I planted a second type of basil, lemon dani, and it is coming up. This variety is good as a garnish and in salads, but although its lemony flavor is quite nice I have a hard time using it for my traditional pastas, pesto, or my basil aioli. For those things I like a good Genovesee.

This week I also started two edible flowers that are good bug chasers, too. They are the heirloom chrysanthemum-type marigold and the frothy marigold Tangerine Gem. I prefer Lemon Gem for its paler yellow color, more workable when blending colors in the garden, but the seed is not always easy to find. The germination rate I got with this one has been great. The heirloom, I generally see marketed under the name Simba because these days it tends to remind one of the Disney "Lion Story" character. I am sure there is a trademarked marketing scheme in there somewhere. Although an heirloom, there tends to be about 25% of the plants that are singles versus the frillier more than double blooms. I am very careful to collect from the phenotype with the type I like and pull out other, but I have a feeling this one is capable of crossing with all the different hybrids growing in my neighbors' yards.

I also decided I did not have enough onions started. I started one named 'Ringmaster'. As I mentioned I have not been impressed with my results planting onion sets in the past so I decided to grow my own this year from seed of varieties I know to be long day types, versus using the generic sets labeled as white, yellow, and red.

Following along on yesterday's theme of garden experimentation, I planted the seed from a poblano-type red pepper I had been given last year that I thought was an incredibly sweet, large pepper. I know the prevailing wisdom is this was probably from a hybrid plant and I will not get the pepper I so enjoyed, but I will let you know. I do know one thing so far-- germination rate is incredible.
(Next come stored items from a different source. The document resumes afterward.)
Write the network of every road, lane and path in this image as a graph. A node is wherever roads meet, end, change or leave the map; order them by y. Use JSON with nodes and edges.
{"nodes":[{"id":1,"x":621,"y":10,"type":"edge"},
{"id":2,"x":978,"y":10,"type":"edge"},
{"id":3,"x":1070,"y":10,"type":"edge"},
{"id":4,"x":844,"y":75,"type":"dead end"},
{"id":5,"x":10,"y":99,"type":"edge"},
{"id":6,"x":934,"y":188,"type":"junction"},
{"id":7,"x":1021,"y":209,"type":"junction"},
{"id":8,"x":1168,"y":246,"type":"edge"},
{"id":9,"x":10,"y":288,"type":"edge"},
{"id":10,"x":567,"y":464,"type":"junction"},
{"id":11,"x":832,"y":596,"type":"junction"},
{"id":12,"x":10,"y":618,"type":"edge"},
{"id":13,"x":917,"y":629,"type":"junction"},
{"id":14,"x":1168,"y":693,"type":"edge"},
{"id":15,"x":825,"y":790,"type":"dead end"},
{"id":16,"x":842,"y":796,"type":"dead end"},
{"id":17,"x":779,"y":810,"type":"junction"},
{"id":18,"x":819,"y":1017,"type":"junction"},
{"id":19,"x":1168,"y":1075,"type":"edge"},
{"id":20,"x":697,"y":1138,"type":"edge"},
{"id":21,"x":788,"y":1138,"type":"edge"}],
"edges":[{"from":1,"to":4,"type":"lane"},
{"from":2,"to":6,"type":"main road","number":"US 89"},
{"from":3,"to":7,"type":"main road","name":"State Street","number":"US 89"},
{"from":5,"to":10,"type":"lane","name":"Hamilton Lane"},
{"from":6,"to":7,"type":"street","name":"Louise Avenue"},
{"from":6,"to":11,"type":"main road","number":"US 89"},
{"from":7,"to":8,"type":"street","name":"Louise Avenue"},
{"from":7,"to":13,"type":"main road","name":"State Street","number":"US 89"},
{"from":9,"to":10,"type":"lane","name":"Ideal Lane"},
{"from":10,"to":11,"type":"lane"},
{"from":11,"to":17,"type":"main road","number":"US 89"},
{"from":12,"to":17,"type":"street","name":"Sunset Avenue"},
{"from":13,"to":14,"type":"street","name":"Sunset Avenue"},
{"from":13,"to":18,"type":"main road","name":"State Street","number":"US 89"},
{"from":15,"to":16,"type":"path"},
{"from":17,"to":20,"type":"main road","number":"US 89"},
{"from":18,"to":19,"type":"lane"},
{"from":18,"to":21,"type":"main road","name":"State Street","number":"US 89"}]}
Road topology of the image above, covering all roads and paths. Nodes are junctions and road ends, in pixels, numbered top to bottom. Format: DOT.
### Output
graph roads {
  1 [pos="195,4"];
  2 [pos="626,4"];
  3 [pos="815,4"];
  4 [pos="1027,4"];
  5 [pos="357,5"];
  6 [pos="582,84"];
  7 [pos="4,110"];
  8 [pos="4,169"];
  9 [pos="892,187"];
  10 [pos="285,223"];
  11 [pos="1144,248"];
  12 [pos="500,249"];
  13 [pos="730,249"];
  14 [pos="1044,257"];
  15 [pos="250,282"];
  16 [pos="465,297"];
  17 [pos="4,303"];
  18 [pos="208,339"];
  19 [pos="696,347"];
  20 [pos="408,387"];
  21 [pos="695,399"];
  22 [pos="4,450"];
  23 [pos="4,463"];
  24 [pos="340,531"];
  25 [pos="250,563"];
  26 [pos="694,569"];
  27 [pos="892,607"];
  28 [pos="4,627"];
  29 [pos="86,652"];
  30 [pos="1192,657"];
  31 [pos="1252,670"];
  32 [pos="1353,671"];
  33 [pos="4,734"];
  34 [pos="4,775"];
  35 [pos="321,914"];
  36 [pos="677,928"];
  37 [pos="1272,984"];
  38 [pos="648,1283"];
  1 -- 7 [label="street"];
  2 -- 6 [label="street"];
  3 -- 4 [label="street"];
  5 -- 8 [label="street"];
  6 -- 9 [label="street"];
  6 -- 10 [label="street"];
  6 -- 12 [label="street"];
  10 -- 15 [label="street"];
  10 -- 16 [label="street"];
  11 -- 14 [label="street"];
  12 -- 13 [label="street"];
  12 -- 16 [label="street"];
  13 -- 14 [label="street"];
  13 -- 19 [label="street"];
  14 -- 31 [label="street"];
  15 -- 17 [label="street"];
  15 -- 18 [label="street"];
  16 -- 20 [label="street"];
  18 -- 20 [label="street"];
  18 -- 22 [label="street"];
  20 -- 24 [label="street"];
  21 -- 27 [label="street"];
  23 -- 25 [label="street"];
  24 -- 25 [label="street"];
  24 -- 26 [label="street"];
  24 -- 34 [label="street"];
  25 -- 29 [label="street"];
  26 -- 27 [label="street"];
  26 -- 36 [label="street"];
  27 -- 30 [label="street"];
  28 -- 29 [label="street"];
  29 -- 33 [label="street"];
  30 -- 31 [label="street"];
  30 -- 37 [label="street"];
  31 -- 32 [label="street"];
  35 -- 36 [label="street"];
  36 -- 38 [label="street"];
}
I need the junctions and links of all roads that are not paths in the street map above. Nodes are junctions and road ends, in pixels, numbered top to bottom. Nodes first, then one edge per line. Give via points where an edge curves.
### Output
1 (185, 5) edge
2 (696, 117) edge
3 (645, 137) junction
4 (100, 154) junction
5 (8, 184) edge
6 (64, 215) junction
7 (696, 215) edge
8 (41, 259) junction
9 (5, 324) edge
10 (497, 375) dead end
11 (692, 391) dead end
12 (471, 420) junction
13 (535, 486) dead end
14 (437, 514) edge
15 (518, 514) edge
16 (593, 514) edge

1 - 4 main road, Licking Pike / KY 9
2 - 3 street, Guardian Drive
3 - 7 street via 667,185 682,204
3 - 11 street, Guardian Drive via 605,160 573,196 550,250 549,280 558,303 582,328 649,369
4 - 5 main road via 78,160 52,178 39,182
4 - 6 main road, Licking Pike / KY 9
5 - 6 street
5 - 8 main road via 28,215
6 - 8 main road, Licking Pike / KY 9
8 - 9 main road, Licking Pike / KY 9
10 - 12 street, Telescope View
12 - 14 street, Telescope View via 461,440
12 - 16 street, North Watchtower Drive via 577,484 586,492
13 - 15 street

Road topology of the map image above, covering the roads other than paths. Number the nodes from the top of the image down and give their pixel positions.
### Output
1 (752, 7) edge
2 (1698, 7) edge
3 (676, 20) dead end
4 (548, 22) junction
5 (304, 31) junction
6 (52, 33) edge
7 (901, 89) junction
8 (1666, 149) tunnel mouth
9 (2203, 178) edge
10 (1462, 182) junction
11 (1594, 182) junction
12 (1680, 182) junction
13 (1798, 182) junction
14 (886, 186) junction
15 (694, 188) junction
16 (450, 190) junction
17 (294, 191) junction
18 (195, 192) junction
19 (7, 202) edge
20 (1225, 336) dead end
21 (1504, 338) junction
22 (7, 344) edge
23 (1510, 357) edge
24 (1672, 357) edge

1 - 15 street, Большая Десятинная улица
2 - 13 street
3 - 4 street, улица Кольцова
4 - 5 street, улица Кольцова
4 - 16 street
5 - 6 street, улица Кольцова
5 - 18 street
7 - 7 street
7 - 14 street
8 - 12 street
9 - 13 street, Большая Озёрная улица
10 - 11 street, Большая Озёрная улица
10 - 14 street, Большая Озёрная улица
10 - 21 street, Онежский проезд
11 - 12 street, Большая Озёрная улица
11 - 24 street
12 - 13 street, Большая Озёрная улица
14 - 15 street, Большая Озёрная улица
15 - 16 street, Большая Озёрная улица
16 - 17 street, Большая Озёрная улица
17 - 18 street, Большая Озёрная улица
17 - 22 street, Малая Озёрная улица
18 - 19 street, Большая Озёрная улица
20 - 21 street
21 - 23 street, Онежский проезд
I love sweet red peppers; however, I can't bring myself to pay nearly $4.00 a pound for a red bell pepper that has been shipped 3,000 miles. It just goes against the grain for me! Buying pepper plants is not always an option, because I am never sure whether the peppers haven't been exposed to temperature between 40 degrees and 50 degrees. Temperatures below 50 degrees wreck havoc with a pepper's flower setting rhythm and generally drastically reduce how much fruit you get.

Germination rate which seems to be between 35% and 50%, though, for the pricey ($.35 to $.50 PER SEED!) packets is such a rip! I started Jung's 'Carmen' (50% germination), 'Marconi' (nothing so far, but early), and the collected seed (I'm guessing around 90% germination rate). I started some Jung's cayenne type peppers and got 72% germination with a pricking out rate of around 65%. Some of those seedlings were slow to germination and have not really thrived, so I should have probably culled them at the start. I have also started about ten jalapeno seeds, about 50% germination. The cayenne and jalapeno I use in canning, salsa, and dried in cooking. I definitely don't need 72 cayenne, but I am hoping to be able to sell or trade half of them as seedlings or as dried ristas, if I end up growing them out.

The Botanical Interests cauliflower looks to be a winner so far. It is the combo packet with a purple, cheddar, and green variety packed as one. I think I got between 90% and 100% germination. Cauliflowers are acknowledged hard to get a yield here because of pests and weather conditions. I intend to use some sort of row cover with these.

My sister-in-law and I went over our garden preparation schedule last night over supper. The garden we have planned will take up about one acre. This is huge for many people, but our goal is to provide for more than just our immediate households, and also establish some perennial fruiting areas with berries, rhubarb, herbs, and grapes.

Currently, this area has been fallow for a number of years. We want to have a local farmer plow it once and disc it for us a couple times so we can till in composted manure and organic materials. The snag is many of the local farmers have such big tractors and equipment they can not get effectively work a plot even as large as an acre (or for them as small as an acre)! Flip-flopping our intended gardening area with an area previously fenced for my sister-in-laws donkeys might get it for us, in that it that acre lies adjacent to a field typically planted by the neighboring farmer to corn or soybeans, depending on the crop rotation. Regardless, getting everything prepped and ready will undoubtedly be a time crunch for all of us.